第12話 世界地図
それからはあまり話もせず街へと戻ってきた。
ギルドに角を納品し、報酬とポイントをもらう。
これで750ポイント。だがそんなこと、どうでもよかった。
カデムを返してくる、という父と別れ、先に宿に戻ってきた私はそのままベッドに突っ伏した。
それからしばらくして父も帰って来たが、何も言わずにすぐ部屋を出ていってしまった。
私に気を遣ってくれたのだろう。
何もする気になれず、そのまま夜まで過ごしてから帰ってきた父と夕食を共にした。
会話がない。
おまけに言えば食欲もない。昼も食べていないのだが、やはりショックが大きかったのか、精神的にきているようだ。
「もしお前が早くギルドランクを上げたいと思うのなら、長期契約の仕事を受けるのもいいと思うぞ」
気まずい、と思ったところに沈黙を破って父が話し始めた。
あの話とは違う話を振ることで、気持ちの整理をつけろと言っているのだろう。
確かにいつまでも悩み続けているわけにもいかないし、少し前を向かなければ。
「長期契約?」
「その契約の間は他の依頼を受けられないが、1ヶ月契約で1000ポイントくらいは入るはずだ」
「そんなものがあるんですか」
自分がEランクの掲示板を探していた限りでは見つけられなかった。
1ヶ月で1000ポイントなら物によるのかもしれないけど悪くない。
「まぁ、そう数は多くないけどな。見かけたらラッキーと思ってやってみるといい」
「はい、それはぜひやってみたいですね」
「俺はそろそろ里に帰ろうかと思う」
「あ……そう、ですか……」
帰る、という父の言葉に、一度は浮上したはずの気持ちが下がっていく。
できればもう少し一緒にいてほしかった。あんなことがあったから、なおさら。
しかしそれを口にすることはできなかった。
私が父の本当の子供であったなら言えたのかもしれないが、前世の記憶を持ち合わせているせいで、どうしても遠慮というものが出てきてしまう。
断られたらどうしよう、という不安も拭い切れない。
「お前はDランクに上がったらカルナに行くといい」
私の気持ちを知ってか知らずか、父は鞄から地図を取り出し、机の上に広げた。
あまり手を付けられていない食事が端に寄せられていく。
「カルナ?」
「まずシスタスはここだ。レガンテ大陸の南部に位置する、ベリシア国の都市だ。カルナはベリシアの首都で、シスタスから1週間ほどの場所にある」
この地図に載っている大陸は3つ。
1つは今父が説明したレガンテ大陸。私たちがいる場所だ。地図上では東に位置している大陸。

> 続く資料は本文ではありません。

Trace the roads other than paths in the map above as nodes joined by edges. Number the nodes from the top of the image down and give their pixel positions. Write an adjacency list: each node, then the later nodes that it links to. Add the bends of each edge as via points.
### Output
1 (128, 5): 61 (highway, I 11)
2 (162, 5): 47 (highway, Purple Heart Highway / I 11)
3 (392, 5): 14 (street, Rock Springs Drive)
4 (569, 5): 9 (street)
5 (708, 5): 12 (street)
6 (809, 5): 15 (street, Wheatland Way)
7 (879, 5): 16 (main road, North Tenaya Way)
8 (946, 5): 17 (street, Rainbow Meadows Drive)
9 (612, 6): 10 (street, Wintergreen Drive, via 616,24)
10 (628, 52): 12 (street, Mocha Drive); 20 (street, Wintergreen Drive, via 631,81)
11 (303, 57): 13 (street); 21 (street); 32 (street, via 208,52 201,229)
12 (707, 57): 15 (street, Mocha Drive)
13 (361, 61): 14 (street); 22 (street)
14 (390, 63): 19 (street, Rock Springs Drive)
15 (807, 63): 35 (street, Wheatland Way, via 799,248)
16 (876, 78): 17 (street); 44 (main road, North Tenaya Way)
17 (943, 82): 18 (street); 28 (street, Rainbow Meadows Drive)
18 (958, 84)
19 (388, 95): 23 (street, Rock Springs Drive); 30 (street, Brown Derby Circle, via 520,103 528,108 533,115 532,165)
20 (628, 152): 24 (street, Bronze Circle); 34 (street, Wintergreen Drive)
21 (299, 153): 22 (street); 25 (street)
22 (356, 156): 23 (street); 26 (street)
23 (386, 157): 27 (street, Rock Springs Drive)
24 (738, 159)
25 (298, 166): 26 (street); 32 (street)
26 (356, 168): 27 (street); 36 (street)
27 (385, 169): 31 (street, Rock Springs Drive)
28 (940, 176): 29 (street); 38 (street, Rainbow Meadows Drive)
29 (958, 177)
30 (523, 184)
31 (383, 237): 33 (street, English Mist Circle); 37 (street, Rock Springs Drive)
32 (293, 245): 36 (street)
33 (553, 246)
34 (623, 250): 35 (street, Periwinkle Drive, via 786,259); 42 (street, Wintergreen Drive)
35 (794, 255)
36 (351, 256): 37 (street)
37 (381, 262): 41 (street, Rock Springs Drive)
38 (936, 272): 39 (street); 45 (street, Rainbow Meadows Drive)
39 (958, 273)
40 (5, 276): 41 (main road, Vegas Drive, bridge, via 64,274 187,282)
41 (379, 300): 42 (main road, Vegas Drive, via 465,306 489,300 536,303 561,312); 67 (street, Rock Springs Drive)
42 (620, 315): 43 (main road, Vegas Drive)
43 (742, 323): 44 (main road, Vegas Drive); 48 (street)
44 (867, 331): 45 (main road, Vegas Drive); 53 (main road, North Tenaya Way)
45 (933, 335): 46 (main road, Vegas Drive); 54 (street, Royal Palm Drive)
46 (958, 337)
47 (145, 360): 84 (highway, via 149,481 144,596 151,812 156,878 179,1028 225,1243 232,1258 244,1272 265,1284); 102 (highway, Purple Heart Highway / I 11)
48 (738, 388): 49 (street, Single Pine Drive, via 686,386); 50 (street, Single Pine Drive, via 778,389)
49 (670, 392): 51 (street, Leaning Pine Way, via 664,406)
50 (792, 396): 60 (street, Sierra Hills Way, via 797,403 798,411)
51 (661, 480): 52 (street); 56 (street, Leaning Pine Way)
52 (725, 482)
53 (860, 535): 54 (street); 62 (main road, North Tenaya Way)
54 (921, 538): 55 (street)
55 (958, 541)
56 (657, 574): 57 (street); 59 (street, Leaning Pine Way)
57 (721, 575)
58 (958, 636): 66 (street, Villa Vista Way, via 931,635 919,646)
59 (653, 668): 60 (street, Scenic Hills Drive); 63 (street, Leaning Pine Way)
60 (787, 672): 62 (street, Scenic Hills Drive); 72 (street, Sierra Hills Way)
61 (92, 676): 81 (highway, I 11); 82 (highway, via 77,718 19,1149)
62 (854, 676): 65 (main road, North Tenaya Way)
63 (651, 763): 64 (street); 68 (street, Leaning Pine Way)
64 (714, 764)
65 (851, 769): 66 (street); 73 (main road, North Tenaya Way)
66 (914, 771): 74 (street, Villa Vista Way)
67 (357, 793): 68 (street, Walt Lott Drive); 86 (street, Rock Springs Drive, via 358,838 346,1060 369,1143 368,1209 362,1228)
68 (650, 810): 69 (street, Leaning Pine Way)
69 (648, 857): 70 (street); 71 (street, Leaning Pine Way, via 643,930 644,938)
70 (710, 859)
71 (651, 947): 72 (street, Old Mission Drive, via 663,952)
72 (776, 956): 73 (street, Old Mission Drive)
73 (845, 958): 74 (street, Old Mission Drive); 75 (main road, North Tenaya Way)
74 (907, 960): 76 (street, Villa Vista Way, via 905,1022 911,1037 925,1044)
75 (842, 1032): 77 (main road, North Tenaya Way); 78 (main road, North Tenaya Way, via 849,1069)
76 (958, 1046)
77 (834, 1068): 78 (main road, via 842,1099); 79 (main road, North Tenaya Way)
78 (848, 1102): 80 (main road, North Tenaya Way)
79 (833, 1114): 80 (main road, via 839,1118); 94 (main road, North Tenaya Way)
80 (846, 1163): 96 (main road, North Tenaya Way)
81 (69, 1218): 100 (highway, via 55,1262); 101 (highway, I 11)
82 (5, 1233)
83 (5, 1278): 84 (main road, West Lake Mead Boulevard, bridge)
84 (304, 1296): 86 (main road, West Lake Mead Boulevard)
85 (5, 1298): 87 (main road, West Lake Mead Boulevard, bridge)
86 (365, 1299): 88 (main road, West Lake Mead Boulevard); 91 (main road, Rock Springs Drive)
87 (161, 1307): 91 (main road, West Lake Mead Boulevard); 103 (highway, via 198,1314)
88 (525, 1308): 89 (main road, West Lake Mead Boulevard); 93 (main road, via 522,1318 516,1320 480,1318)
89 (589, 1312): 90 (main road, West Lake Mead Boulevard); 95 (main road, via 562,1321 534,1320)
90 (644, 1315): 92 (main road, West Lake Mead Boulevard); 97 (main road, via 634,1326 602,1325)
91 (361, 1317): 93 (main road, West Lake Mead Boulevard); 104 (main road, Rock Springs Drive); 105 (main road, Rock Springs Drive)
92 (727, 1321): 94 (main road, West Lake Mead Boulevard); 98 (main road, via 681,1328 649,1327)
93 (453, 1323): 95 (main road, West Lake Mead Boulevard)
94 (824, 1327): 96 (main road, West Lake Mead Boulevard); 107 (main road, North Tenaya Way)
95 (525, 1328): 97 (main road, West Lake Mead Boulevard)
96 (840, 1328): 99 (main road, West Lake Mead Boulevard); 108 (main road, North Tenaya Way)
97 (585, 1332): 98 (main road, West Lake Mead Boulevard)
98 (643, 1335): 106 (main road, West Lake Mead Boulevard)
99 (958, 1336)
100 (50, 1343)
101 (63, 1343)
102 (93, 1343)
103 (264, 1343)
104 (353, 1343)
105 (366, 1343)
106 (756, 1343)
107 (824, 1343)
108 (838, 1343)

西に位置している大陸がルーマス大陸。大陸の中では最も面積が広い。
中央やや北に位置しているのがリビ大陸。他の2つの大陸から比べるとずいぶんと小さい。
レガンテ南部に位置するベリシア国はシスタス、首都カルナを含め5つほどの街が存在している。レガンテには4つの国があり、ベリシアは2番目に国土が広い国のようだ。
「カルナは首都だけあって依頼の数が多い。ランクCくらいまではカルナでやるのがいいだろう」
「分かりました。ではDになったらカルナに行ってみます」
「ああ。そこからは自由にするといい。ベリシアの北にはネリスとエルゴニア、それとドワーフの街ルワノフがある。ネリスとエルゴニアは小競り合いが続いているが、まぁ冒険者として行く分にはあまり関係ないだろう。さらにその北には大国アルセノがある。アルセノはこのレガンテ大陸で一番強大な国だ。行ってみるのもいいし、逆にルーマス大陸に行くのもいいかもしれない。ルーマスに渡るならネリスから行くか、アルセノから行くかのどちらかだな」
「リビ大陸へは?」
ルーマスは候補に出るのにリビが候補に出ないのはなぜなのかわからなくて聞いてみる。
単純に現在地から遠いからだろうか。
「リビはやめておいた方がいい。ここは東西2つの国しかないが、互いに争っていて危険だ。ネリスとエルゴニアの比ではない」
「なるほど」
どこの世界でも領地争いはあるものなんだな。
そんな紛争に巻き込まれるのはごめんなので、素直に父の言葉に従おう。